Published date: 2026-04-09

Michigan intensified its fight against illegal gambling on April 7, 2026, as the Michigan Gaming Control Board (MGCB) confirmed it had issued 45 cease-and-desist orders in the previous four months against offshore operators offering online casino and sports betting to state residents without a valid license. The enforcement action, led by MGCB Executive Director Henry Williams under Governor Gretchen Whitmer, is grounded in the Lawful Internet Gaming Act (Act 152 of 2019) and the Lawful Sports Betting Act (Act 149 of 2019).

The blacklist includes operators such as BetOnline.ag, SportsBetting.ag, Americas Card Room, 3Dice.com, True Poker, Buffalocasino.com, Anonymous Casino, betgem.io, thevault.ag, Voltage Bet, ReefSpins, RX Casino and BetAnything Sportsbook, among dozens of others identified as accepting wagers or providing casino-style games to Michigan users. Regulators urged consumers to verify platforms against the official list of authorized operators before depositing funds.

The crackdown reflects the scale of Michigan’s regulated market. In 2025, commercial and tribal operators generated $3.8 billion in combined gross receipts, including $3.1 billion from iGaming and $671.3 million from online sports betting. The state collected $624.6 million in taxes and payments, while Detroit received $161.4 million and tribal jurisdictions $71.9 million. In January 2026 alone, the market produced $356.3 million in gross receipts.

MGCB Executive Director Henry Williams

Legal operators must meet strict licensing requirements, including a $50,000 application fee, $100,000 licensing fee, and $50,000 annual renewal, while iGaming is taxed between 20% and 28%, and online sports betting at 8.4% on adjusted gross revenue.

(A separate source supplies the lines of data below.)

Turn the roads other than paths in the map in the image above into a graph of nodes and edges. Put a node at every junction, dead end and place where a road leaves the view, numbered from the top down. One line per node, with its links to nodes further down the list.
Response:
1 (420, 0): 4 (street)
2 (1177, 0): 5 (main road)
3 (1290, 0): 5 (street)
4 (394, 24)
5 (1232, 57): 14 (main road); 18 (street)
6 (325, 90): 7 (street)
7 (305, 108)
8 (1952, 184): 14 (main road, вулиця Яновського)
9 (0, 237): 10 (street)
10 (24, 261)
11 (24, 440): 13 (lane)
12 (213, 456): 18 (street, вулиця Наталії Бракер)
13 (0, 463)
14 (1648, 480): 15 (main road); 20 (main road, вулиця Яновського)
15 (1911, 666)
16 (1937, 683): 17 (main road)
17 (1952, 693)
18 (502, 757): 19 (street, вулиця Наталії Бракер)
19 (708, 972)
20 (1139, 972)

Michigan’s strategy is not to restrict gambling, but to eliminate unlicensed competition and safeguard tax revenue in one of the largest regulated online gaming markets in the United States. While the state has not quantified exact tax losses from illegal operators, the enforcement push underscores the high fiscal stakes and signals a clear policy direction: online gambling growth will only be tolerated within the licensed, regulated framework.